18. The system of claim 17 wherein the coefficients are generated
by a process selected from the group consisting of: time-domain
filtering, excitation of a Linear Predictive Coding (LPC) model, a
subband filter process, and a modified discrete cosine transform
function.
19. The system of claim 18 wherein the codebook comprises an
algebraic codebook, and wherein the defined number of bits
comprises 32 bits.
20. The system of claim 19 wherein the system includes an audio
codec having an encoder circuit and a decoder circuit, wherein the
encoder circuit executes an encoder process that makes a series of
bit allocation decisions for the gain and the shape of the audio
content, and wherein the decoder circuit executes a decoder process
that recreates the series of bit allocation decisions for gain and
shape, without requiring transmission of additional side
information for each decision in any data packet transmitted
between the encoder circuit and the decoder circuit.
21. The system of claim 17 wherein the gain is quantized using an
A-law quantizer, and the shape is quantized using an optimal
spherical quantizer, and wherein the approximation comprises an
approximation for large factorials that approximates the size of
the codebook to use for the gain.
Description
COPYRIGHT NOTICE
A portion of the disclosure of this patent document including any
priority documents contains material that is subject to copyright
protection.
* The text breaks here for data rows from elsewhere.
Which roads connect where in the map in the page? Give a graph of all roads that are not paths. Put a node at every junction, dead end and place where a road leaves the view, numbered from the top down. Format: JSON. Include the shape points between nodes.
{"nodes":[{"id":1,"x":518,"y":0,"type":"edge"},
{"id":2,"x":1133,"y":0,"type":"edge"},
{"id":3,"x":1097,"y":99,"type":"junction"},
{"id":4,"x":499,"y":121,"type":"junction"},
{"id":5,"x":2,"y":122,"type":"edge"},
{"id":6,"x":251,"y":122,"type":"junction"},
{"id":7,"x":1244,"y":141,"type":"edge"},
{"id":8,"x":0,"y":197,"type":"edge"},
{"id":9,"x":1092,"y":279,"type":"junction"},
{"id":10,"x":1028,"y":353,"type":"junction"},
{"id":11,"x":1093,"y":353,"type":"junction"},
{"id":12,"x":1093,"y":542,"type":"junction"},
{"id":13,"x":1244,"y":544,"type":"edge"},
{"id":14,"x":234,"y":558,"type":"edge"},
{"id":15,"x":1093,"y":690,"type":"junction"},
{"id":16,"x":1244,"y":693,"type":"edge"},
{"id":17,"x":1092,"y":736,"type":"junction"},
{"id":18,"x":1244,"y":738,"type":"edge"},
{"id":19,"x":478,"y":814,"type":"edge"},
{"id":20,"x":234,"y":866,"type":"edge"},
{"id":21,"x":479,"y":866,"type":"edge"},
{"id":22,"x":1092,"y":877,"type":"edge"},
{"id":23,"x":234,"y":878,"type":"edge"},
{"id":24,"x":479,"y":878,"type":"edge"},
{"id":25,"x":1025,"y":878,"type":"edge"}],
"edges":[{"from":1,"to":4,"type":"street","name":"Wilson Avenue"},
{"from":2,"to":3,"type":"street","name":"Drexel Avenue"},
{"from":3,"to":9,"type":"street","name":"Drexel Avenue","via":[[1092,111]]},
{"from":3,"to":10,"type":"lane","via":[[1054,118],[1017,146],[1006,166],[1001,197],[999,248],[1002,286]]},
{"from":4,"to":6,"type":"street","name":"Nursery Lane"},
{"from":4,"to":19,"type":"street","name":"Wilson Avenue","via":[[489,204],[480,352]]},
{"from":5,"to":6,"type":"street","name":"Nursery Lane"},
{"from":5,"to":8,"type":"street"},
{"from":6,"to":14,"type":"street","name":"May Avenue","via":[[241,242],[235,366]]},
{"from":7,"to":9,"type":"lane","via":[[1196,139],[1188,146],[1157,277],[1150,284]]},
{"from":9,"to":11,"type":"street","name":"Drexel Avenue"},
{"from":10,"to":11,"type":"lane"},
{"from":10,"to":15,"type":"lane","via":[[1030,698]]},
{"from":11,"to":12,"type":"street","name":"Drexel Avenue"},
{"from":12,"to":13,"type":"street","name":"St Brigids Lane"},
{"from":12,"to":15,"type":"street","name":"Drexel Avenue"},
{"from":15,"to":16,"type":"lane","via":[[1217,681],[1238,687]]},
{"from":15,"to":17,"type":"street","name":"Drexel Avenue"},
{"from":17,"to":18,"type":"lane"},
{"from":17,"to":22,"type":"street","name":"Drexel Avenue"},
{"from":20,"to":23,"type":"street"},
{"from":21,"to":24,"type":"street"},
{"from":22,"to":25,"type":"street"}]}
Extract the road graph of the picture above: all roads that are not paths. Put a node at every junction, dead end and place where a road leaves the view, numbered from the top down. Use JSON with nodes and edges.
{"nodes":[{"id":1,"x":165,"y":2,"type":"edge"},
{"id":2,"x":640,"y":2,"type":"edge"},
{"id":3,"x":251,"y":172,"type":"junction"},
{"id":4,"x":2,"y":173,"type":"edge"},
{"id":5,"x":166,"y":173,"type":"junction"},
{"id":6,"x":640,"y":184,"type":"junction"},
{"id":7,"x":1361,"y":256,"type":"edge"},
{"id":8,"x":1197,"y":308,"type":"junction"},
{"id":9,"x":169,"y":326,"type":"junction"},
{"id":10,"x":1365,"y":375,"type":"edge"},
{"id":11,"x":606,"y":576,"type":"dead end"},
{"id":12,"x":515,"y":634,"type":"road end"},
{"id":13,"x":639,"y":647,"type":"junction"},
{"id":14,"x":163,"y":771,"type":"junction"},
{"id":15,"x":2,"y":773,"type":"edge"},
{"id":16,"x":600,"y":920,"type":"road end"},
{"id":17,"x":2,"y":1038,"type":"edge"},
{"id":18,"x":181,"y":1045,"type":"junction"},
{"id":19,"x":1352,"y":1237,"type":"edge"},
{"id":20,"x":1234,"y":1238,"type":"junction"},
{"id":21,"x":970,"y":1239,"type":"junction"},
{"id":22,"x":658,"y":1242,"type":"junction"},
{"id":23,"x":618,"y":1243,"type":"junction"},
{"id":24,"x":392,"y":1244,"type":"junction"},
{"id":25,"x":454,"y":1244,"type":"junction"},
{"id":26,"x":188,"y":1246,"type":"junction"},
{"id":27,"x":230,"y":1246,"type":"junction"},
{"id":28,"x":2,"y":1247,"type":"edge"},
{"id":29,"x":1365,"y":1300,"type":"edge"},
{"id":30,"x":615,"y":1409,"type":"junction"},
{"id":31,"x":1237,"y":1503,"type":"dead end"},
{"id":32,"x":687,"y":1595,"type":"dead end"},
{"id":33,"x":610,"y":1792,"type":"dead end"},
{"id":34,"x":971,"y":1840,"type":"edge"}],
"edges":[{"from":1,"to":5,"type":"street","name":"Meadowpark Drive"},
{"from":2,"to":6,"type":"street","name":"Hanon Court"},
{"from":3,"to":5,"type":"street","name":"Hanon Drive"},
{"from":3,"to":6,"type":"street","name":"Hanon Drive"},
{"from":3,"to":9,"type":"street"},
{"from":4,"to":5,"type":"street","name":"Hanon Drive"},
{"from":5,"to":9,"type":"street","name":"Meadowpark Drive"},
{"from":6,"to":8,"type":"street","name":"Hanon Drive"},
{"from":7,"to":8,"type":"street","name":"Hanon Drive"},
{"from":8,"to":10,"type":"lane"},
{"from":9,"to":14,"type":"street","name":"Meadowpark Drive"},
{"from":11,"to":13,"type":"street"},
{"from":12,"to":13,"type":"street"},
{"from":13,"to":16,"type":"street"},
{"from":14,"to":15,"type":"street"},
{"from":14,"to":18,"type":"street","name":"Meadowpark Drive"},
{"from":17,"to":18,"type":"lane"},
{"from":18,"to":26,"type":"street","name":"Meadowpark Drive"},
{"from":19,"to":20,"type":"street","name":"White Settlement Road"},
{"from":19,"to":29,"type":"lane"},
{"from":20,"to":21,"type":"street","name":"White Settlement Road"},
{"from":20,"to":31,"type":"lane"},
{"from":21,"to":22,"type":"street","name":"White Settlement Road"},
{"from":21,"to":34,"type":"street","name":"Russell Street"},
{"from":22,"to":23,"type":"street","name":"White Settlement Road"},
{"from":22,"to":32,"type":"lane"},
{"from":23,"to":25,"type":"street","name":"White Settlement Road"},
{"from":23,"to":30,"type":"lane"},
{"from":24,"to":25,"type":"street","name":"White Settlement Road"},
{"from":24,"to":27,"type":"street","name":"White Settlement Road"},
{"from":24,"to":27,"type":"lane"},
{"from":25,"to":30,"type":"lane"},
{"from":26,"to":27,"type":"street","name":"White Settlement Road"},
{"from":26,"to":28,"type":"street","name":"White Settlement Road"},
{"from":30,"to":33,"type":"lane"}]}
The copyright owner has no objection to the facsimile
reproduction by anyone of the patent document or the patent
disclosure, as it appears in the Patent and Trademark Office patent
file or records, but otherwise reserves all copyright rights
whatsoever.
FIELD OF THE INVENTION
One or more implementations relate generally to digital
communications, and more specifically to eliminating quantization
distortion in audio codecs.
INCORPORATION BY REFERENCE
The present application incorporates by reference U.S. Patent
Application No. 61/384,154, which is assigned to the assignees of
the present application.
BACKGROUND
The subject matter discussed in the background section should not
be assumed to be prior art merely as a result of its mention in the
background section. Similarly, a problem mentioned in the
background section or associated with the subject matter of the
background section should not be assumed to have been previously
recognized in the prior art. The subject matter in the background
section merely represents different approaches.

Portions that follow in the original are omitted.